La Première Morsure du Melon


"Men and melons are hard to know." ~ Benjamin Franklin


The Charentais melon laid waiting for me in the midst of a tangle of vines. There were others, including watermelon babies, but this canteloupe looked different. It was pale yellow while its siblings sported a shade of gray-green. I looked at it for a bit, then contemplated whether it was announcing, "Pick me."

I thumped it. No hollow sound. Wait, that only works for watermelons. I tugged on it and it wouldn't let go without a fight. I sniffed it. Mmmmmmmm... Okay, that did it and I broke it from the umbilical cord holding it to its life support, which by now was a shriveling thread with the strength of heavy-duty fishing line. I wondered how nutrients and water could course through such pinched veins, but it's just one of the mysteries of plant life, and come to think of it, maybe that's why the melon was turning yellow.

Romie took it inside, poised it on the cutting board, and with one fell swoop of the knife, it was split and spilled forth guts of juice and seeds. What was left were two perfect halves of ambrosial sweetness. One for Romie, one for me.

I wish I didn't have to wait a whole year to have this summer treat, but Charentais melons (Cucumis melo var. cantalupensis 'Savor'), a French hybrid, have tender skins and don't transport well. Unless a local grower supplies the grocery store, you likely won't find them there. So we grow them ourselves. I don't know that I'd consider them far superior to the Indiana melons we're used to around here, but they're good enough that I'd recommend trying to grow your own.

Growing melons takes a lot of space, what with the extensive network of vines that results from planting them. We marked out a plot for them this year with a few treated landscape timbers that Romie scavenged from the steel delivery trucks at his work. Once the hills were planted, I laid lightweight landscape fabric over the growing area and cut out holes for the hills. This way, precious moisture would be slower to evaporate under it and the melons wouldn't have to sit on the ground directly and perhaps rot.

It was a good plan. We've got several canteloupe and watermelon working their way to our plates right now. It's always a problem for me to decide when they're ripe though. How DO you figure that out anyway? There's nothing worse than to pick an unripe melon and be filled with remorse over what might have been. Well, okay, there are worse things, but I hate it when that happens. It's such a waste.
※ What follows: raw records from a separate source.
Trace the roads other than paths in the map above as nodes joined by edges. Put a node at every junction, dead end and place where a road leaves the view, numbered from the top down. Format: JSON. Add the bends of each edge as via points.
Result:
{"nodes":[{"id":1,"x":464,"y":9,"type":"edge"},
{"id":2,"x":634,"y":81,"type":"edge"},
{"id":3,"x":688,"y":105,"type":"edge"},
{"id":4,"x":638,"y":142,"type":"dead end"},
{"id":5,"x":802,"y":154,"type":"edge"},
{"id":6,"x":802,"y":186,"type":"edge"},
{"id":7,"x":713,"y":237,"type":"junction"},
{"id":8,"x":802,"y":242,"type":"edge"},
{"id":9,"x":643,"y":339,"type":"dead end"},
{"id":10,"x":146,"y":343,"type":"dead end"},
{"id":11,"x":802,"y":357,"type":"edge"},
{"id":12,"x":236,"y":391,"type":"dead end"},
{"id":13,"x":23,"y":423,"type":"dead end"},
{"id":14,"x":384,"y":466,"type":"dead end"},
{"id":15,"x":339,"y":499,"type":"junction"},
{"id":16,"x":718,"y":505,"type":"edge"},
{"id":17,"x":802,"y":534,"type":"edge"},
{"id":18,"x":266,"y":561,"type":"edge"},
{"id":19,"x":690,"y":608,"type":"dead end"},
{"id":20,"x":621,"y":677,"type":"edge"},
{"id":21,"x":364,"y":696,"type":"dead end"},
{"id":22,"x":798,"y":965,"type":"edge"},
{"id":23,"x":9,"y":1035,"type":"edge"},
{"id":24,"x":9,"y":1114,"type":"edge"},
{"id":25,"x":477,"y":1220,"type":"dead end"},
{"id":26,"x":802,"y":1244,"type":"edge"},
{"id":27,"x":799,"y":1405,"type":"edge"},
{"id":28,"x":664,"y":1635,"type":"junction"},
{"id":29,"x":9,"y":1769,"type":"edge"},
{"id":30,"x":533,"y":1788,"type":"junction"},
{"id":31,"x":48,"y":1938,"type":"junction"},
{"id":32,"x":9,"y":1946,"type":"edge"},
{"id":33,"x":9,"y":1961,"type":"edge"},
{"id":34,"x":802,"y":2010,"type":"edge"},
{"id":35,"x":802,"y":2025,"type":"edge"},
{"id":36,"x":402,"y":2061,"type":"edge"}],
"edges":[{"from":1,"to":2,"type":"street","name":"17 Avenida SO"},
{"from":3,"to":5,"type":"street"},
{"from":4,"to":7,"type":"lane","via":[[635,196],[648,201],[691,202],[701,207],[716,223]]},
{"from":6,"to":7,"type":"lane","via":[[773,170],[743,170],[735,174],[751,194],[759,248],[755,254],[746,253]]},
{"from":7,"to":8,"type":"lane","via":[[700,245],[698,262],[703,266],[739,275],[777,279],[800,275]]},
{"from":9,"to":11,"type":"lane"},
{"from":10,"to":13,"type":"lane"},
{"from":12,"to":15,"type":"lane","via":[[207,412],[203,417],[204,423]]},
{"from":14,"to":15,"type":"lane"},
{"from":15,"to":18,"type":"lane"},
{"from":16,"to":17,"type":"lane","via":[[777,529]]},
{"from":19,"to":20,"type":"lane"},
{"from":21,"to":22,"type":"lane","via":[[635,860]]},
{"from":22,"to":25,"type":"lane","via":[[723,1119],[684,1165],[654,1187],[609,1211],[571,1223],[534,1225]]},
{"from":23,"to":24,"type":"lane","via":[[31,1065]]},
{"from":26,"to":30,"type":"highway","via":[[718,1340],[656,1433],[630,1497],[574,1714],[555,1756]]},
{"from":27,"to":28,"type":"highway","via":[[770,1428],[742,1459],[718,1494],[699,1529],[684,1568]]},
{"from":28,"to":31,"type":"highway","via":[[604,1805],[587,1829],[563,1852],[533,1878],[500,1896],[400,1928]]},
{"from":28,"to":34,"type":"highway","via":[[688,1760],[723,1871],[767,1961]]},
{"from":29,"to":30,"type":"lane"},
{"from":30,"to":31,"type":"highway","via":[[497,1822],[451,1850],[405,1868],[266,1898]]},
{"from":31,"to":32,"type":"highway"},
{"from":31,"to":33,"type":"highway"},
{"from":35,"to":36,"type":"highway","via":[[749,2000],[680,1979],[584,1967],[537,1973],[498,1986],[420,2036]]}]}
I did find some guidelines for knowing when to pick canteloupe:

  • The best indicator is smell. The melon's fragrance should make your mouth water. It's overripe if it has a strong musky smell.

  • Look for a slight color change from gray-blue to cream, but don't wait for the rind to turn orangish; by then the melon will be overripe.

  • The melon may slip (detach) from the vine and still taste good, but often it's overripe at this point. Normally, you want to pick a melon before it slips.

Johnny's Selected Seeds recommends examining the smallish, long-stemmed leaf attached to the vine at the same point as the fruit. When fruit is ripe, the leaf is pale.

Had that first canteloupe for breakfast this morning. It's as good as I remembered.